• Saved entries
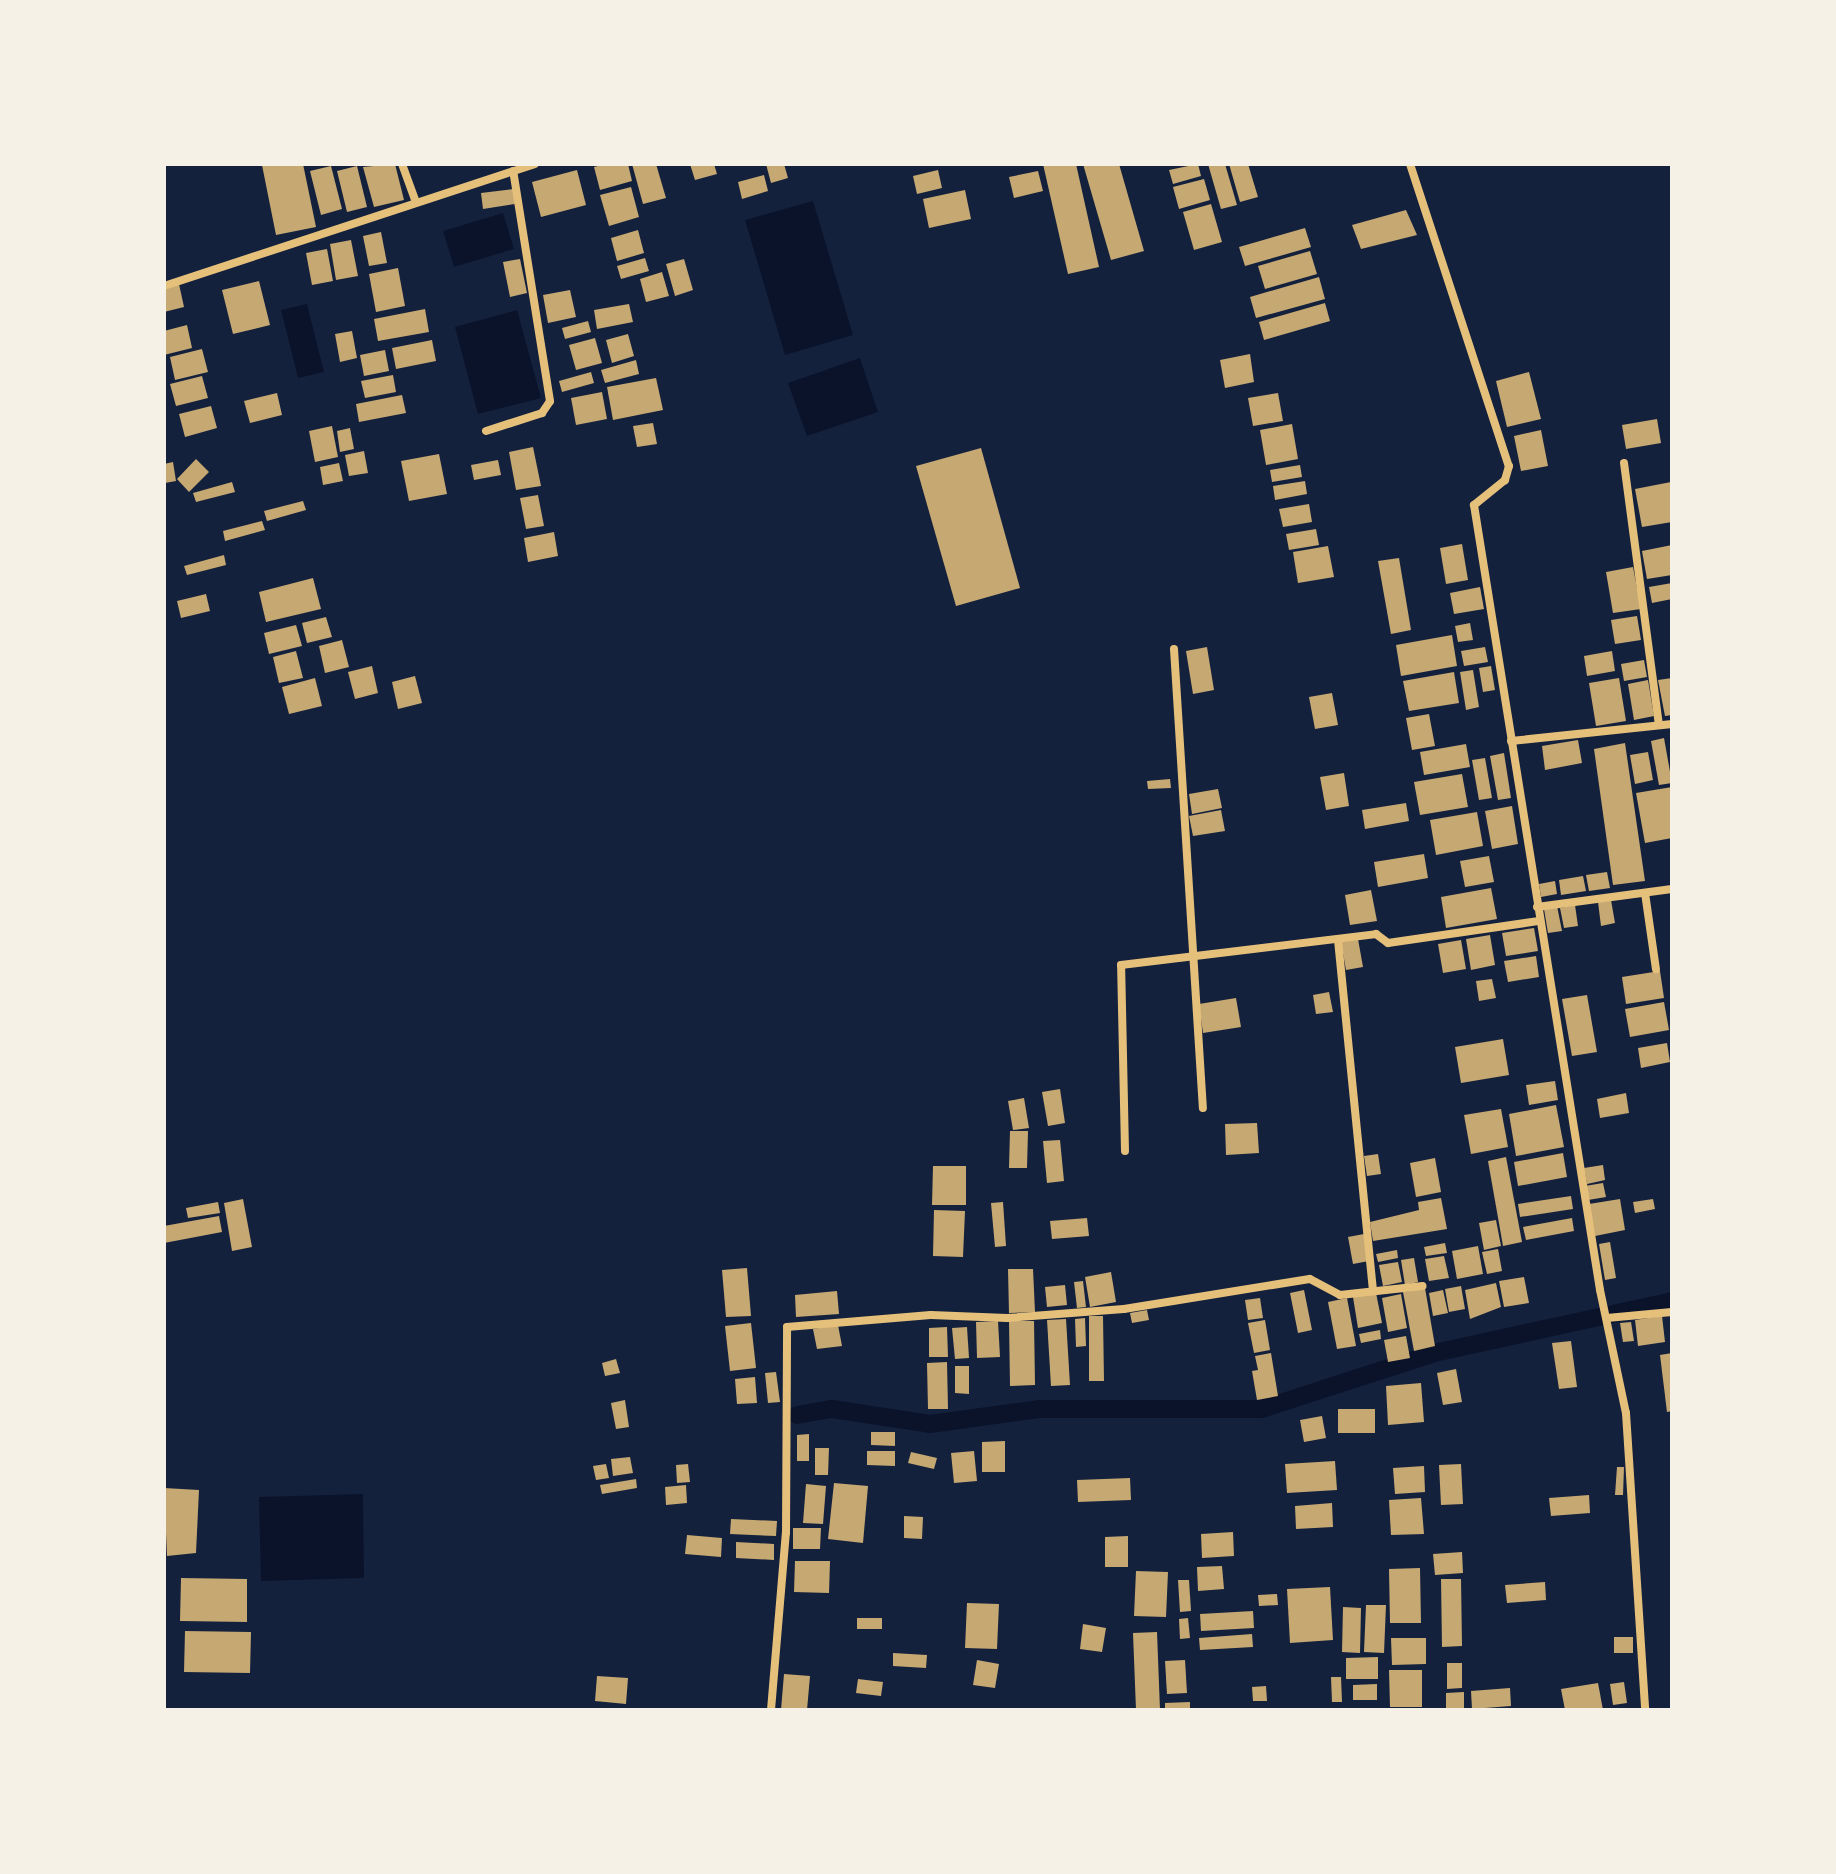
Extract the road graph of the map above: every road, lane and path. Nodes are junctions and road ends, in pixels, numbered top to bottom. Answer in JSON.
{"nodes":[{"id":1,"x":402,"y":164,"type":"edge"},
{"id":2,"x":534,"y":164,"type":"edge"},
{"id":3,"x":1410,"y":164,"type":"edge"},
{"id":4,"x":513,"y":171,"type":"junction"},
{"id":5,"x":415,"y":200,"type":"junction"},
{"id":6,"x":164,"y":286,"type":"edge"},
{"id":7,"x":486,"y":431,"type":"dead end"},
{"id":8,"x":1624,"y":463,"type":"dead end"},
{"id":9,"x":1174,"y":649,"type":"dead end"},
{"id":10,"x":1672,"y":724,"type":"edge"},
{"id":11,"x":1659,"y":725,"type":"junction"},
{"id":12,"x":1511,"y":741,"type":"junction"},
{"id":13,"x":1672,"y":889,"type":"edge"},
{"id":14,"x":1645,"y":893,"type":"junction"},
{"id":15,"x":1537,"y":907,"type":"junction"},
{"id":16,"x":1539,"y":921,"type":"junction"},
{"id":17,"x":1338,"y":940,"type":"junction"},
{"id":18,"x":1193,"y":957,"type":"junction"},
{"id":19,"x":1656,"y":969,"type":"dead end"},
{"id":20,"x":1203,"y":1108,"type":"dead end"},
{"id":21,"x":1125,"y":1151,"type":"dead end"},
{"id":22,"x":1423,"y":1286,"type":"dead end"},
{"id":23,"x":1373,"y":1291,"type":"junction"},
{"id":24,"x":1672,"y":1312,"type":"edge"},
{"id":25,"x":1607,"y":1318,"type":"junction"},
{"id":26,"x":771,"y":1710,"type":"edge"},
{"id":27,"x":1645,"y":1710,"type":"edge"}],
"edges":[{"from":1,"to":5,"type":"street"},
{"from":2,"to":4,"type":"street"},
{"from":3,"to":12,"type":"street"},
{"from":4,"to":5,"type":"street"},
{"from":4,"to":7,"type":"street"},
{"from":5,"to":6,"type":"street"},
{"from":8,"to":11,"type":"street"},
{"from":9,"to":18,"type":"street"},
{"from":10,"to":11,"type":"street"},
{"from":11,"to":12,"type":"street"},
{"from":12,"to":15,"type":"street"},
{"from":13,"to":14,"type":"street"},
{"from":14,"to":15,"type":"street"},
{"from":14,"to":19,"type":"street"},
{"from":15,"to":16,"type":"street"},
{"from":16,"to":17,"type":"street"},
{"from":16,"to":25,"type":"street"},
{"from":17,"to":18,"type":"street"},
{"from":17,"to":23,"type":"street"},
{"from":18,"to":20,"type":"street"},
{"from":18,"to":21,"type":"street"},
{"from":22,"to":23,"type":"street"},
{"from":23,"to":26,"type":"street"},
{"from":24,"to":25,"type":"street"},
{"from":25,"to":27,"type":"street"}]}
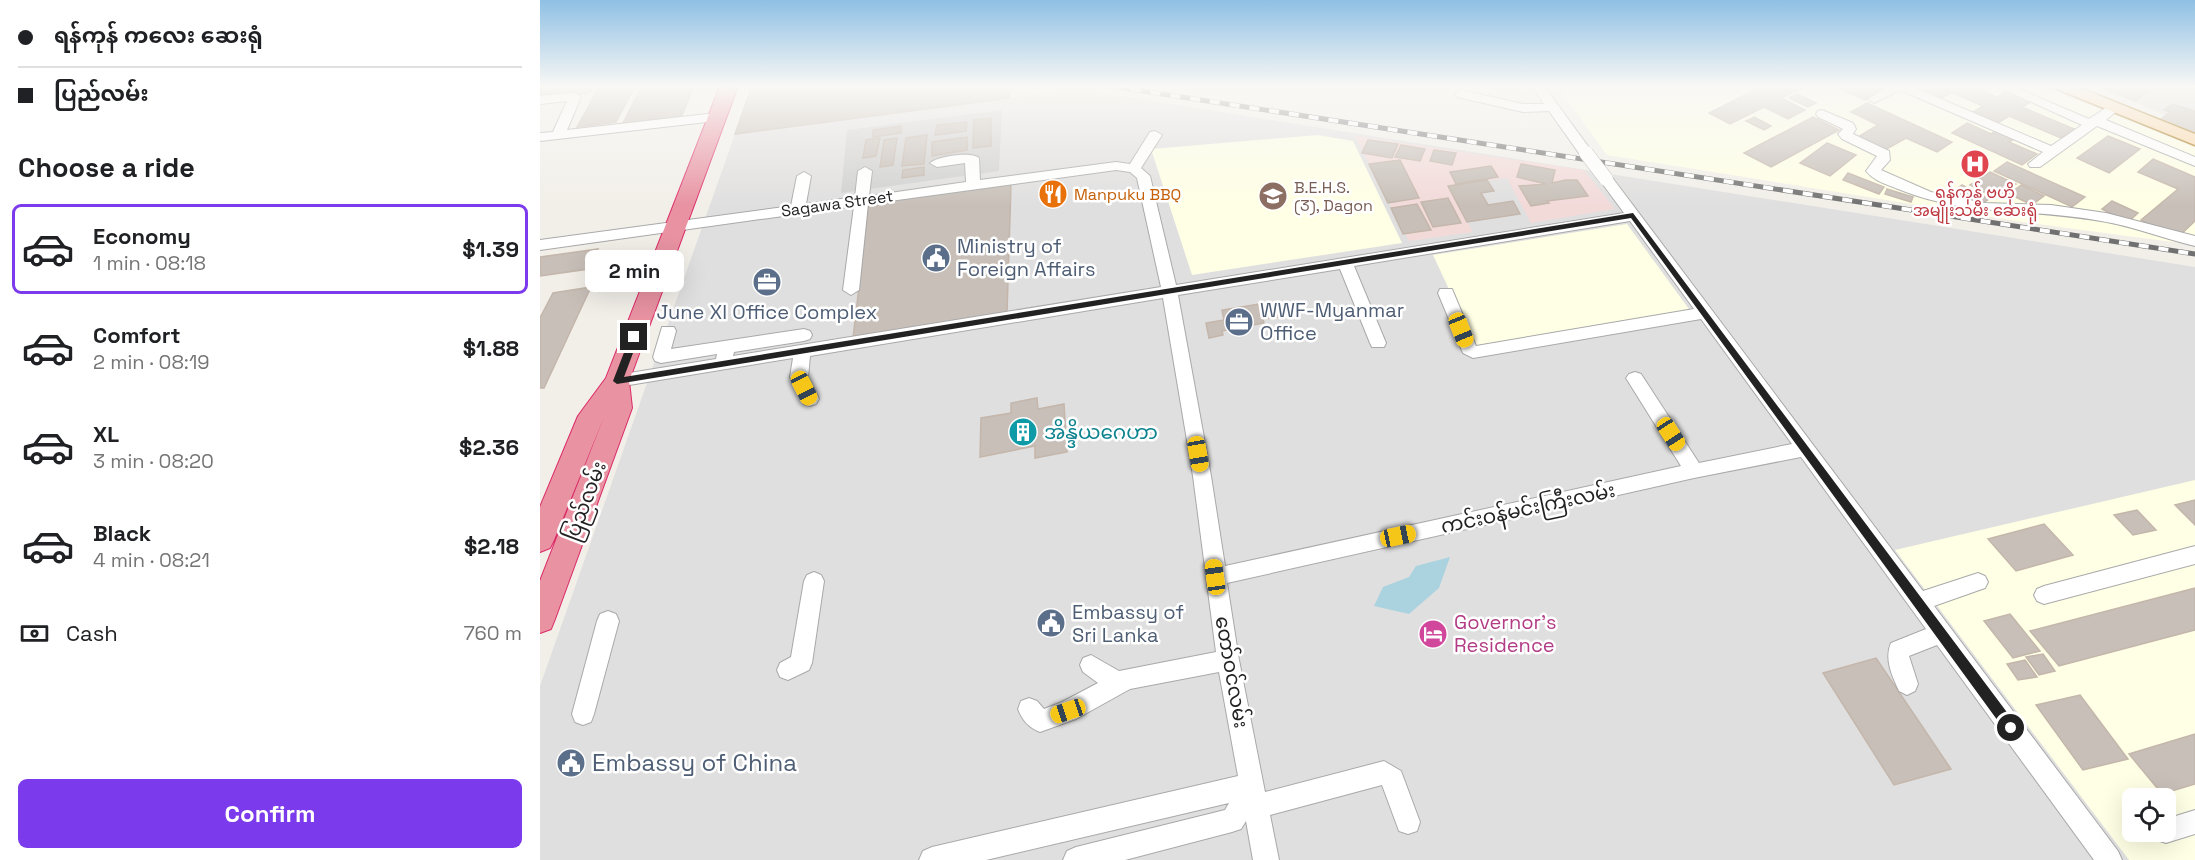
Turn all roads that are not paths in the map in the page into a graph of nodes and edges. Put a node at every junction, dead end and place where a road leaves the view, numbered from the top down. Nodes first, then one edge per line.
1 (562, 126) edge
2 (636, 126) edge
3 (713, 126) edge
4 (1567, 126) edge
5 (1848, 126) edge
6 (1995, 126) edge
7 (2087, 126) edge
8 (2104, 126) edge
9 (2160, 126) edge
10 (558, 135) junction
11 (1155, 135) dead end
12 (540, 137) edge
13 (2195, 140) edge
14 (2051, 151) junction
15 (2195, 162) edge
16 (937, 163) dead end
17 (2035, 164) dead end
18 (1134, 169) junction
19 (865, 171) dead end
20 (804, 176) dead end
21 (973, 185) junction
22 (860, 200) junction
23 (798, 209) junction
24 (1633, 216) junction
25 (677, 226) junction
26 (2195, 241) edge
27 (540, 245) edge
28 (1345, 262) junction
29 (851, 290) dead end
30 (1170, 292) junction
31 (1446, 293) dead end
32 (1706, 313) junction
33 (668, 331) dead end
34 (803, 343) junction
35 (1378, 343) dead end
36 (725, 355) junction
37 (1635, 378) dead end
38 (617, 381) junction
39 (810, 399) dead end
40 (1805, 449) junction
41 (1694, 471) junction
42 (540, 540) edge
43 (2195, 555) edge
44 (1215, 577) junction
45 (814, 580) dead end
46 (1978, 582) dead end
47 (2044, 595) dead end
48 (1917, 602) junction
49 (540, 618) edge
50 (608, 621) dead end
51 (1941, 633) junction
52 (1228, 660) junction
53 (1091, 665) dead end
54 (788, 670) dead end
55 (1118, 684) junction
56 (1907, 684) dead end
57 (1029, 709) dead end
58 (583, 714) dead end
59 (1250, 793) junction
60 (1408, 822) dead end
61 (2195, 822) edge
62 (2176, 828) edge
63 (932, 860) edge
64 (1076, 860) edge
65 (1266, 860) edge
66 (2109, 860) edge

1 - 10 street
2 - 10 street
3 - 25 highway, ပြည်လမ်း
4 - 24 street, bridge
5 - 26 street
6 - 14 street
7 - 14 street
8 - 15 street
9 - 13 main road
10 - 12 street
11 - 18 street
14 - 17 street
16 - 21 street
18 - 21 street, Sagawa Street
18 - 30 street, တော်ဝင်လမ်း
19 - 22 street
20 - 23 street
21 - 22 street, Sagawa Street
22 - 23 street, Sagawa Street
22 - 29 street
23 - 25 street, Sagawa Street
24 - 28 street
24 - 32 street
25 - 27 street, Sagawa Street
25 - 38 highway, ပြည်လမ်း
28 - 30 street
28 - 35 street
30 - 34 street
30 - 44 street, တော်ဝင်လမ်း
31 - 32 street
32 - 40 street
33 - 36 street
34 - 36 street
34 - 39 street
36 - 38 street
37 - 41 street
38 - 42 highway, ပြည်လမ်း
38 - 49 highway, ပြည်လမ်း
40 - 41 street, ကင်းဝန်မင်းကြီးလမ်း
40 - 48 street
41 - 44 street, ကင်းဝန်မင်းကြီးလမ်း
43 - 47 street
44 - 52 street, တော်ဝင်လမ်း
45 - 54 street
46 - 48 street
48 - 51 street
50 - 58 street
51 - 56 street
51 - 66 street
52 - 55 street
52 - 59 street, တော်ဝင်လမ်း
53 - 55 street
55 - 57 street
59 - 60 street
59 - 63 street
59 - 64 street
59 - 65 street, တော်ဝင်လမ်း
61 - 62 street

• TASK REQUIREMENTS
Repeat every line above exactly, minus the pictures.

• SOLUTION BELOW
Extract the road graph of the map above: every road, lane and path. Nodes are junctions and road ends, in pixels, numbered top to bottom. Answer in JSON.
{"nodes":[{"id":1,"x":402,"y":164,"type":"edge"},
{"id":2,"x":534,"y":164,"type":"edge"},
{"id":3,"x":1410,"y":164,"type":"edge"},
{"id":4,"x":513,"y":171,"type":"junction"},
{"id":5,"x":415,"y":200,"type":"junction"},
{"id":6,"x":164,"y":286,"type":"edge"},
{"id":7,"x":486,"y":431,"type":"dead end"},
{"id":8,"x":1624,"y":463,"type":"dead end"},
{"id":9,"x":1174,"y":649,"type":"dead end"},
{"id":10,"x":1672,"y":724,"type":"edge"},
{"id":11,"x":1659,"y":725,"type":"junction"},
{"id":12,"x":1511,"y":741,"type":"junction"},
{"id":13,"x":1672,"y":889,"type":"edge"},
{"id":14,"x":1645,"y":893,"type":"junction"},
{"id":15,"x":1537,"y":907,"type":"junction"},
{"id":16,"x":1539,"y":921,"type":"junction"},
{"id":17,"x":1338,"y":940,"type":"junction"},
{"id":18,"x":1193,"y":957,"type":"junction"},
{"id":19,"x":1656,"y":969,"type":"dead end"},
{"id":20,"x":1203,"y":1108,"type":"dead end"},
{"id":21,"x":1125,"y":1151,"type":"dead end"},
{"id":22,"x":1423,"y":1286,"type":"dead end"},
{"id":23,"x":1373,"y":1291,"type":"junction"},
{"id":24,"x":1672,"y":1312,"type":"edge"},
{"id":25,"x":1607,"y":1318,"type":"junction"},
{"id":26,"x":771,"y":1710,"type":"edge"},
{"id":27,"x":1645,"y":1710,"type":"edge"}],
"edges":[{"from":1,"to":5,"type":"street"},
{"from":2,"to":4,"type":"street"},
{"from":3,"to":12,"type":"street"},
{"from":4,"to":5,"type":"street"},
{"from":4,"to":7,"type":"street"},
{"from":5,"to":6,"type":"street"},
{"from":8,"to":11,"type":"street"},
{"from":9,"to":18,"type":"street"},
{"from":10,"to":11,"type":"street"},
{"from":11,"to":12,"type":"street"},
{"from":12,"to":15,"type":"street"},
{"from":13,"to":14,"type":"street"},
{"from":14,"to":15,"type":"street"},
{"from":14,"to":19,"type":"street"},
{"from":15,"to":16,"type":"street"},
{"from":16,"to":17,"type":"street"},
{"from":16,"to":25,"type":"street"},
{"from":17,"to":18,"type":"street"},
{"from":17,"to":23,"type":"street"},
{"from":18,"to":20,"type":"street"},
{"from":18,"to":21,"type":"street"},
{"from":22,"to":23,"type":"street"},
{"from":23,"to":26,"type":"street"},
{"from":24,"to":25,"type":"street"},
{"from":25,"to":27,"type":"street"}]}
Turn all roads that are not paths in the map in the page into a graph of nodes and edges. Put a node at every junction, dead end and place where a road leaves the view, numbered from the top down. Nodes first, then one edge per line.
1 (562, 126) edge
2 (636, 126) edge
3 (713, 126) edge
4 (1567, 126) edge
5 (1848, 126) edge
6 (1995, 126) edge
7 (2087, 126) edge
8 (2104, 126) edge
9 (2160, 126) edge
10 (558, 135) junction
11 (1155, 135) dead end
12 (540, 137) edge
13 (2195, 140) edge
14 (2051, 151) junction
15 (2195, 162) edge
16 (937, 163) dead end
17 (2035, 164) dead end
18 (1134, 169) junction
19 (865, 171) dead end
20 (804, 176) dead end
21 (973, 185) junction
22 (860, 200) junction
23 (798, 209) junction
24 (1633, 216) junction
25 (677, 226) junction
26 (2195, 241) edge
27 (540, 245) edge
28 (1345, 262) junction
29 (851, 290) dead end
30 (1170, 292) junction
31 (1446, 293) dead end
32 (1706, 313) junction
33 (668, 331) dead end
34 (803, 343) junction
35 (1378, 343) dead end
36 (725, 355) junction
37 (1635, 378) dead end
38 (617, 381) junction
39 (810, 399) dead end
40 (1805, 449) junction
41 (1694, 471) junction
42 (540, 540) edge
43 (2195, 555) edge
44 (1215, 577) junction
45 (814, 580) dead end
46 (1978, 582) dead end
47 (2044, 595) dead end
48 (1917, 602) junction
49 (540, 618) edge
50 (608, 621) dead end
51 (1941, 633) junction
52 (1228, 660) junction
53 (1091, 665) dead end
54 (788, 670) dead end
55 (1118, 684) junction
56 (1907, 684) dead end
57 (1029, 709) dead end
58 (583, 714) dead end
59 (1250, 793) junction
60 (1408, 822) dead end
61 (2195, 822) edge
62 (2176, 828) edge
63 (932, 860) edge
64 (1076, 860) edge
65 (1266, 860) edge
66 (2109, 860) edge

1 - 10 street
2 - 10 street
3 - 25 highway, ပြည်လမ်း
4 - 24 street, bridge
5 - 26 street
6 - 14 street
7 - 14 street
8 - 15 street
9 - 13 main road
10 - 12 street
11 - 18 street
14 - 17 street
16 - 21 street
18 - 21 street, Sagawa Street
18 - 30 street, တော်ဝင်လမ်း
19 - 22 street
20 - 23 street
21 - 22 street, Sagawa Street
22 - 23 street, Sagawa Street
22 - 29 street
23 - 25 street, Sagawa Street
24 - 28 street
24 - 32 street
25 - 27 street, Sagawa Street
25 - 38 highway, ပြည်လမ်း
28 - 30 street
28 - 35 street
30 - 34 street
30 - 44 street, တော်ဝင်လမ်း
31 - 32 street
32 - 40 street
33 - 36 street
34 - 36 street
34 - 39 street
36 - 38 street
37 - 41 street
38 - 42 highway, ပြည်လမ်း
38 - 49 highway, ပြည်လမ်း
40 - 41 street, ကင်းဝန်မင်းကြီးလမ်း
40 - 48 street
41 - 44 street, ကင်းဝန်မင်းကြီးလမ်း
43 - 47 street
44 - 52 street, တော်ဝင်လမ်း
45 - 54 street
46 - 48 street
48 - 51 street
50 - 58 street
51 - 56 street
51 - 66 street
52 - 55 street
52 - 59 street, တော်ဝင်လမ်း
53 - 55 street
55 - 57 street
59 - 60 street
59 - 63 street
59 - 64 street
59 - 65 street, တော်ဝင်လမ်း
61 - 62 street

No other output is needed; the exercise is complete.